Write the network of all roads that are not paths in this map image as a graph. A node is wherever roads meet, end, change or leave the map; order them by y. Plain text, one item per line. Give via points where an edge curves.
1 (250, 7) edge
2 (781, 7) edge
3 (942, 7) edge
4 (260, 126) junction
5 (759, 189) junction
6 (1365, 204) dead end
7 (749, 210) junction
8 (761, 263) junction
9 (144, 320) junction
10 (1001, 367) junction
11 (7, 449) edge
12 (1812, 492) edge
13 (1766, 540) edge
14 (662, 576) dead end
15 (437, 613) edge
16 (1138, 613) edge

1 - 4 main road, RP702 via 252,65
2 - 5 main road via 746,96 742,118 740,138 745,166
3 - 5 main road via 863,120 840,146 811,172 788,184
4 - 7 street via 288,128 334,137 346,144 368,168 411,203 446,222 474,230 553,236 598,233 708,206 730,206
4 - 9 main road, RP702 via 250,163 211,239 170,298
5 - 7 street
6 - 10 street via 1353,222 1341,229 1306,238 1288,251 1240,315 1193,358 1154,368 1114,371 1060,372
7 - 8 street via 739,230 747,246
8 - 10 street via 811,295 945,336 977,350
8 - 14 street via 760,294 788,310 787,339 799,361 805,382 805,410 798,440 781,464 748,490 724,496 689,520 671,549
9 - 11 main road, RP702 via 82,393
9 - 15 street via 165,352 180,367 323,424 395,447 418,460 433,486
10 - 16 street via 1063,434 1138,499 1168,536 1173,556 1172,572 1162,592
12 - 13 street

> [Exercise prompt]: Using the entries above, print each one again without any alteration.

> [Solution]:
Write the network of all roads that are not paths in this map image as a graph. A node is wherever roads meet, end, change or leave the map; order them by y. Plain text, one item per line. Give via points where an edge curves.
1 (250, 7) edge
2 (781, 7) edge
3 (942, 7) edge
4 (260, 126) junction
5 (759, 189) junction
6 (1365, 204) dead end
7 (749, 210) junction
8 (761, 263) junction
9 (144, 320) junction
10 (1001, 367) junction
11 (7, 449) edge
12 (1812, 492) edge
13 (1766, 540) edge
14 (662, 576) dead end
15 (437, 613) edge
16 (1138, 613) edge

1 - 4 main road, RP702 via 252,65
2 - 5 main road via 746,96 742,118 740,138 745,166
3 - 5 main road via 863,120 840,146 811,172 788,184
4 - 7 street via 288,128 334,137 346,144 368,168 411,203 446,222 474,230 553,236 598,233 708,206 730,206
4 - 9 main road, RP702 via 250,163 211,239 170,298
5 - 7 street
6 - 10 street via 1353,222 1341,229 1306,238 1288,251 1240,315 1193,358 1154,368 1114,371 1060,372
7 - 8 street via 739,230 747,246
8 - 10 street via 811,295 945,336 977,350
8 - 14 street via 760,294 788,310 787,339 799,361 805,382 805,410 798,440 781,464 748,490 724,496 689,520 671,549
9 - 11 main road, RP702 via 82,393
9 - 15 street via 165,352 180,367 323,424 395,447 418,460 433,486
10 - 16 street via 1063,434 1138,499 1168,536 1173,556 1172,572 1162,592
12 - 13 street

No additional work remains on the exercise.